Brain Dump for Anxiety-Filled Thoughts

Sometimes, thoughts swirl through your brain so rapidly that you experience anxiety. Perhaps you’re ruminating about something rude that someone said to you earlier in the day. Maybe you’re stressed about your long to-do list. Putting your thoughts on paper can release them from your brain and give you time to become present. You don’t have to write coherently or come up with a solution to your problems. Try using a stream-of-consciousness method, wherein you write whatever words are coming to you in the moment. This process declutters your mind. Even though you may not have resolved your issues, you will have organized them outside of yourself. This gives you clarity and reduces some anxiety.

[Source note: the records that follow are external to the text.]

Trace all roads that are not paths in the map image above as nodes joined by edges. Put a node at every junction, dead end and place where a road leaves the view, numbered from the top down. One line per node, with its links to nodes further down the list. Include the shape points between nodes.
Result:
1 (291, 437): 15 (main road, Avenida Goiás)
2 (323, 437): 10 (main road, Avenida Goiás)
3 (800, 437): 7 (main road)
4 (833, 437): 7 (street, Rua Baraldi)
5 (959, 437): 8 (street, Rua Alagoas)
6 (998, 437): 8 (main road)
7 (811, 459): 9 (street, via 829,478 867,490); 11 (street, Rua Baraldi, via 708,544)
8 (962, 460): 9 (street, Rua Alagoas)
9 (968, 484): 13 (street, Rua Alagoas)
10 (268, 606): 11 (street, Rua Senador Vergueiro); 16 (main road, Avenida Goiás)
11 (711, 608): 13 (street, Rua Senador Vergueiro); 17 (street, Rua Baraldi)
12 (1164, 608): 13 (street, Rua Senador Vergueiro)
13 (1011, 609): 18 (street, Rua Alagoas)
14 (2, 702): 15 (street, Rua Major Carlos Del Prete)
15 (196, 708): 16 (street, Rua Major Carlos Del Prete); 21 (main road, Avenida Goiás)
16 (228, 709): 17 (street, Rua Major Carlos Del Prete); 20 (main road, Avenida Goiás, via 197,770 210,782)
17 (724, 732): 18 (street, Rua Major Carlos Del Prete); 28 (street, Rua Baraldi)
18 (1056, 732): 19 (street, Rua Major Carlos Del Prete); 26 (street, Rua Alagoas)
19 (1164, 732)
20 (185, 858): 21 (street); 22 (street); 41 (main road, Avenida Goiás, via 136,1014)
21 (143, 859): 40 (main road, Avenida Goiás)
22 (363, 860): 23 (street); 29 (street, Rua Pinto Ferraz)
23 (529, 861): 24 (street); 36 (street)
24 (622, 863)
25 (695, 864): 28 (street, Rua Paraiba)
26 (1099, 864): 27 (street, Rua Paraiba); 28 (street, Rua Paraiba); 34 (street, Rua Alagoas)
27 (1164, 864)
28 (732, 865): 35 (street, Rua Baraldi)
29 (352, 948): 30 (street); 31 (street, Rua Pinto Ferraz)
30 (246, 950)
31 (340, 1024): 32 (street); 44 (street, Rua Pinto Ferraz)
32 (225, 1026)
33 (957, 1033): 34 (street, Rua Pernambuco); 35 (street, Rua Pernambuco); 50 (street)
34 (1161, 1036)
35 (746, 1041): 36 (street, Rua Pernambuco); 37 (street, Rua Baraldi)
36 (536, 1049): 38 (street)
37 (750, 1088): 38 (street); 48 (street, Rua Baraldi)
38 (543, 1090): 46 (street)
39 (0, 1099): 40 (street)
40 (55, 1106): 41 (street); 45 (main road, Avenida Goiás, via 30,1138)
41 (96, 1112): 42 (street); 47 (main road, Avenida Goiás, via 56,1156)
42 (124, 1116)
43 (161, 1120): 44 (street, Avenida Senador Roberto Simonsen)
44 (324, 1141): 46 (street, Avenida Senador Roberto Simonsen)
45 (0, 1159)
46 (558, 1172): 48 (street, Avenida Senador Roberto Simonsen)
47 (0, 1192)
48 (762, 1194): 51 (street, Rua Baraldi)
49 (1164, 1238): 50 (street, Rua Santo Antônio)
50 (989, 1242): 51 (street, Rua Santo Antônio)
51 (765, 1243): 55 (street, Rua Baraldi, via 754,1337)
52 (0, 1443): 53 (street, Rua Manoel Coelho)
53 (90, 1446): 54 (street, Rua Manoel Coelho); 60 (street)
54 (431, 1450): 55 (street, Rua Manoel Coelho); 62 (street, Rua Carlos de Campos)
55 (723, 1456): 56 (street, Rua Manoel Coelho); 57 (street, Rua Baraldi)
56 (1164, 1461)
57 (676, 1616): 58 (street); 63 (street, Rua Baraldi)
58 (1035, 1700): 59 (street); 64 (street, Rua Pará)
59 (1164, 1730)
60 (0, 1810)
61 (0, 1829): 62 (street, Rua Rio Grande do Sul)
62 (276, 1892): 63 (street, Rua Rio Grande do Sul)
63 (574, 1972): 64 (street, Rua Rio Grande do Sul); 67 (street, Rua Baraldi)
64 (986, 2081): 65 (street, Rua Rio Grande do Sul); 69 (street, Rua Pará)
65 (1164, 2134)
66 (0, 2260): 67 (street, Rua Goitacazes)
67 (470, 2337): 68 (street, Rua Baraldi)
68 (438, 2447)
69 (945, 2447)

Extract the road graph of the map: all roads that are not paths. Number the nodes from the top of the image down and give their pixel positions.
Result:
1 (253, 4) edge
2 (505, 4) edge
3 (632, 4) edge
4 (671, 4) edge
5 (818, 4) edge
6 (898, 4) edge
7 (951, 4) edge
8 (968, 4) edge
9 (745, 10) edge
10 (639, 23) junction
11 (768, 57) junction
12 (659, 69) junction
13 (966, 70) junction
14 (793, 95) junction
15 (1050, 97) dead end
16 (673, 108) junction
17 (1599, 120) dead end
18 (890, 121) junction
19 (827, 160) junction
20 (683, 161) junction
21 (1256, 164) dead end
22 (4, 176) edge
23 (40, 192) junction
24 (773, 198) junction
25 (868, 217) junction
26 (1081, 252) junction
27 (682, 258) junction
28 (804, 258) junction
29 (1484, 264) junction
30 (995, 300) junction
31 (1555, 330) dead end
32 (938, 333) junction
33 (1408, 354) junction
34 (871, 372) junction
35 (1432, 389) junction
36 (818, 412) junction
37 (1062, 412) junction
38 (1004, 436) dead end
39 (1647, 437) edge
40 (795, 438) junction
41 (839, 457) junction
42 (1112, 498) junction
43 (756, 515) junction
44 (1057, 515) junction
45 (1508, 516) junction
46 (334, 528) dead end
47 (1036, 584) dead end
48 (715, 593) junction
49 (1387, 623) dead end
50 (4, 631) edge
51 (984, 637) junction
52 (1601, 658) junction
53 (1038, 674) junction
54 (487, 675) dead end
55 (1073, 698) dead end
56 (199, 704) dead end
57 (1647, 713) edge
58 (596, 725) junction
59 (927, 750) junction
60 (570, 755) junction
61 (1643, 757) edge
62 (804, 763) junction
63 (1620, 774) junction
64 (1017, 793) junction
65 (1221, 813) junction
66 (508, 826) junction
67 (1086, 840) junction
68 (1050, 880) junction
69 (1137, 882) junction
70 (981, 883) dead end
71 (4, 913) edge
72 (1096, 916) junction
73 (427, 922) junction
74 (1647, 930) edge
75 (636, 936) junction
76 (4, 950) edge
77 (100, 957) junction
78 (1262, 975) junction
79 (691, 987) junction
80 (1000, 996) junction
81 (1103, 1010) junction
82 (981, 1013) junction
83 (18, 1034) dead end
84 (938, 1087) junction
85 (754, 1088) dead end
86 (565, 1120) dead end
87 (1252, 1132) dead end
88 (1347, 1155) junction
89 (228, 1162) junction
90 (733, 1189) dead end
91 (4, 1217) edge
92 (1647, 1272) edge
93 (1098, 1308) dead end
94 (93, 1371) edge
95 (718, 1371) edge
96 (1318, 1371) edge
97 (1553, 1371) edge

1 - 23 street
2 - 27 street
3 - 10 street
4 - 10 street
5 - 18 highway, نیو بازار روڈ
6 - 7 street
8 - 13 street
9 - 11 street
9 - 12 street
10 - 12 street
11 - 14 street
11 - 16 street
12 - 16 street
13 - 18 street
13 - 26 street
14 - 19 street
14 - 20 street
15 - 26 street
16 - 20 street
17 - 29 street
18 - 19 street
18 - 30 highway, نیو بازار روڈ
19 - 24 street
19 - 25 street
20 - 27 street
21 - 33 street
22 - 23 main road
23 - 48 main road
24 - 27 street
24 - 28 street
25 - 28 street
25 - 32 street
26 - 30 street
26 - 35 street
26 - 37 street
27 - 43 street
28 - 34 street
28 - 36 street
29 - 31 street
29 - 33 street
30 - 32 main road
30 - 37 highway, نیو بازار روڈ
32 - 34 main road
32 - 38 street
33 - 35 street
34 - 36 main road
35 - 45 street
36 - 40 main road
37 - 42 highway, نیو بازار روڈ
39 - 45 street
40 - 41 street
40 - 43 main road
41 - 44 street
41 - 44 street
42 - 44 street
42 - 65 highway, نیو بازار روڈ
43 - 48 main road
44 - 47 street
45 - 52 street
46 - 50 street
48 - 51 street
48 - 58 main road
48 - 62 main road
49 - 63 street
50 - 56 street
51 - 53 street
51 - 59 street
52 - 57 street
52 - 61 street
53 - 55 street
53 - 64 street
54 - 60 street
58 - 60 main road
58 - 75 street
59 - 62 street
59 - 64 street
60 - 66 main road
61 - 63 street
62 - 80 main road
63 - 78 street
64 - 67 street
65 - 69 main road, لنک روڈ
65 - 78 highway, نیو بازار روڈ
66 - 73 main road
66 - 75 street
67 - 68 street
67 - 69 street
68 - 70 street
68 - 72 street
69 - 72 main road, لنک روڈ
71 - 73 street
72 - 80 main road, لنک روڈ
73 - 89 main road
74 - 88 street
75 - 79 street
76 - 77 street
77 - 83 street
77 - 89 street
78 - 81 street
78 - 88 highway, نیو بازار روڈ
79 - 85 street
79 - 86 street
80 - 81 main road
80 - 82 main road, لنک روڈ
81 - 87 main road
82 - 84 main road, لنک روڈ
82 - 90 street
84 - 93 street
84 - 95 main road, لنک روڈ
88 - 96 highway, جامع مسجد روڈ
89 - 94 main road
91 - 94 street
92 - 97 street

Cognitive Behavioral Therapy

Many mental health professionals use some form of cognitive behavioral therapy, or CBT, with their patients. This is a treatment method that helps you identify and restructure unhealthy thought patterns. There are several techniques to help you reframe your thought patterns. Your therapist will customize the process based on your needs. It helps to work with a professional when you’re using CBT techniques. But if you want to try some the next time that you experience anxiety, consider making a note of the thoughts that go through your mind. It doesn’t matter if they aren’t rational or have nothing to do with the situation. For example, if you have anxiety about going to your first addiction support group meeting, you might write:

  • No one will understand me and my addiction.
  • I’m too broken to share my story with others.
  • I’m not cool enough to talk in front of strangers.
  • I’m not going to know what to do.

Go through each statement, and reframe it with a positive spin. The thoughts above can be reframed as such:

  • Everyone in the room has some understanding of addiction.
  • I’m interested in hearing whether my peers have been through similar experiences.
  • I can listen without sharing.
  • I will ask my therapist what to expect before I go.

Help Someone Else

Have you ever had a friend call you to vent about a major problem in their life when you were feeling overwhelmed and anxious? If you had the capacity to help them out, you might have become so distracted that you forgot about your own worries for a moment. Helping others can relieve your anxiety. It builds social connections, reinforcing your feelings of worthiness and confidence. The next time you feel anxiety in sobriety, consider calling a friend who has been having a hard time, bringing a meal to a neighbor or volunteering for a local organization. Reading aloud at a support group meeting or bringing snacks for everyone is another way to serve others.

Nourish Yourself

Focusing on your physical health when you’re recovering from addiction goes a long way in managing anxiety. Eating nutrient-rich foods, staying hydrated, getting enough sleep and exercising regularly help your body access the chemicals that are necessary for dealing with stress and staying balanced. However, you may need to relearn these essential foundations of self-care. Healthy regimens often go out the window during active addiction. When you’re feeling particularly anxious, give extra attention to your healthy routines. Going through the motions can help you get through periods of anxiety without derailing your sobriety.

Inpatient Treatment

Residential treatment is an effective way to break through a crisis and find immediate safety. If you experience anxiety in active addiction, immersing yourself in a protective environment with 24-hour care and supervision can offer immense relief. Inpatient care removes you from your daily stressors and triggers. It also gives you access to guidance and support that can prevent you from spiraling deeper into addiction and anxiety. At Burning Tree Programs, we offer a wide range of treatments in addition to inpatient addiction programs. We put together a holistic plan, which includes talk therapy, CBT, relaxation techniques and other modalities to help you manage your anxiety as you journey into recovery.